Input records:
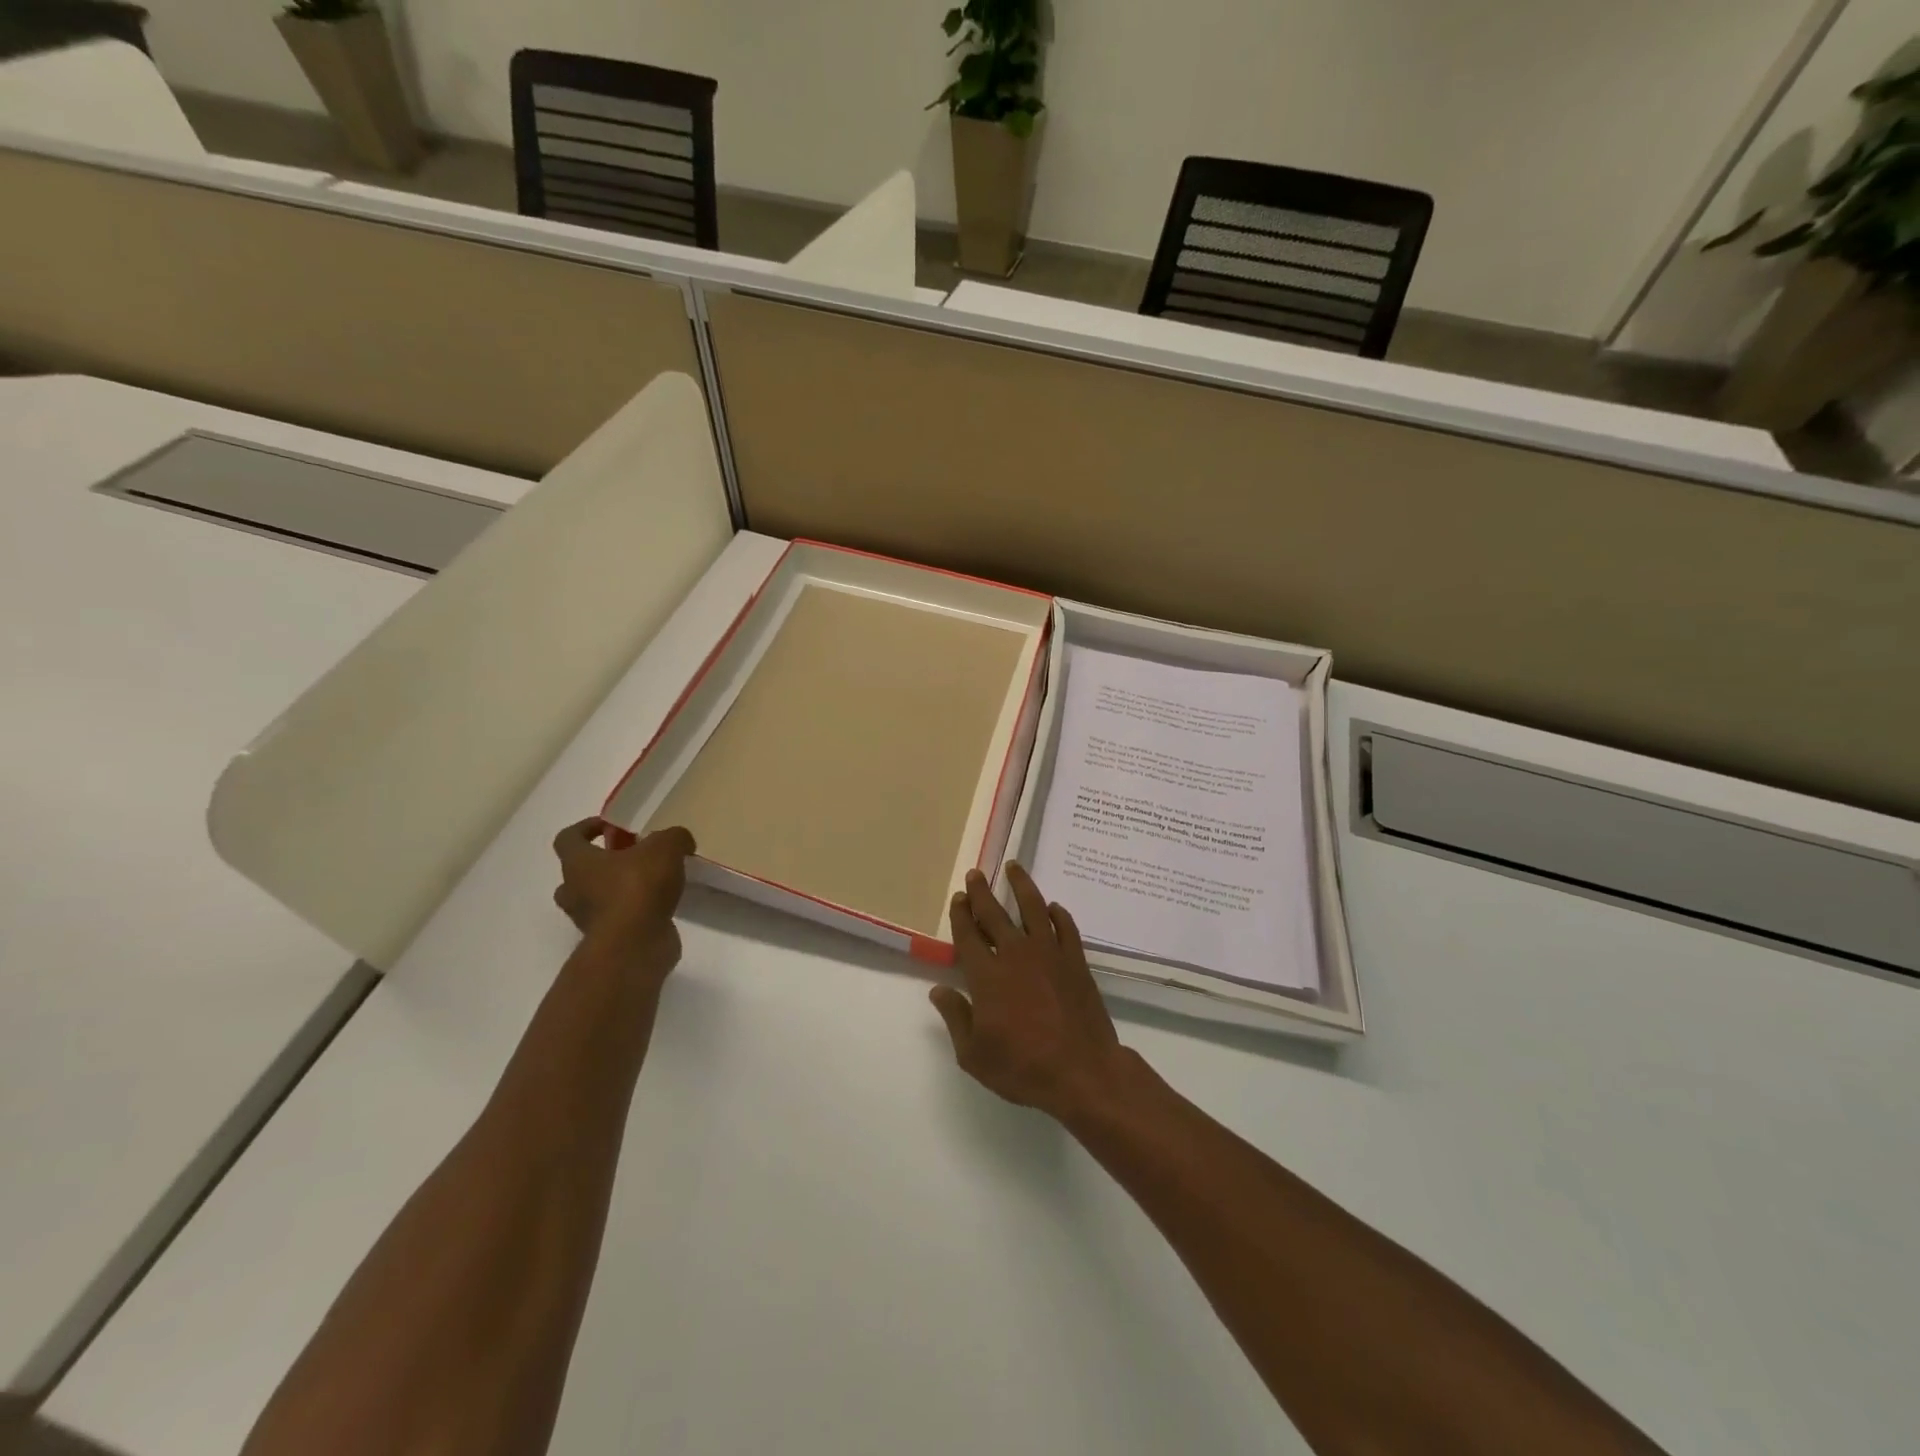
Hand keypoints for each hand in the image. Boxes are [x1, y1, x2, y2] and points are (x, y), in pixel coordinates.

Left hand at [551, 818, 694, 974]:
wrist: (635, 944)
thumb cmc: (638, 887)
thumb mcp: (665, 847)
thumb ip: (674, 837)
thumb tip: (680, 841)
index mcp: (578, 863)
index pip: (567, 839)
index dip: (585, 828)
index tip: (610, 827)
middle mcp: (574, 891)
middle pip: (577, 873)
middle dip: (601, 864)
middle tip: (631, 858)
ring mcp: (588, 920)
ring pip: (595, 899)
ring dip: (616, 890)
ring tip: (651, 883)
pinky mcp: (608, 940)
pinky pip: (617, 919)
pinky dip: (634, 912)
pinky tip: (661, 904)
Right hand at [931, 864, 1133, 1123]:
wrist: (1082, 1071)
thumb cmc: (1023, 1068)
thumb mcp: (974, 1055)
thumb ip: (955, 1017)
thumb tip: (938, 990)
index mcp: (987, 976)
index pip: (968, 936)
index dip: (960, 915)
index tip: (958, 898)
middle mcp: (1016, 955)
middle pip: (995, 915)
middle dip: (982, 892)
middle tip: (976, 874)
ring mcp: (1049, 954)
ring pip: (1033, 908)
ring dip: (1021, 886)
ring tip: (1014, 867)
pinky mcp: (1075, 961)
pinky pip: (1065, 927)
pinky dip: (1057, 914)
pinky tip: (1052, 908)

Task description: Copy out all lines above holding "index".

Solved exercise:
index mcp: (578, 863)
index pip: (567, 839)
index dip: (585, 828)
index tip: (610, 827)
index mcp: (987, 976)
index pip: (968, 936)
index dip: (960, 915)
index tip: (958, 898)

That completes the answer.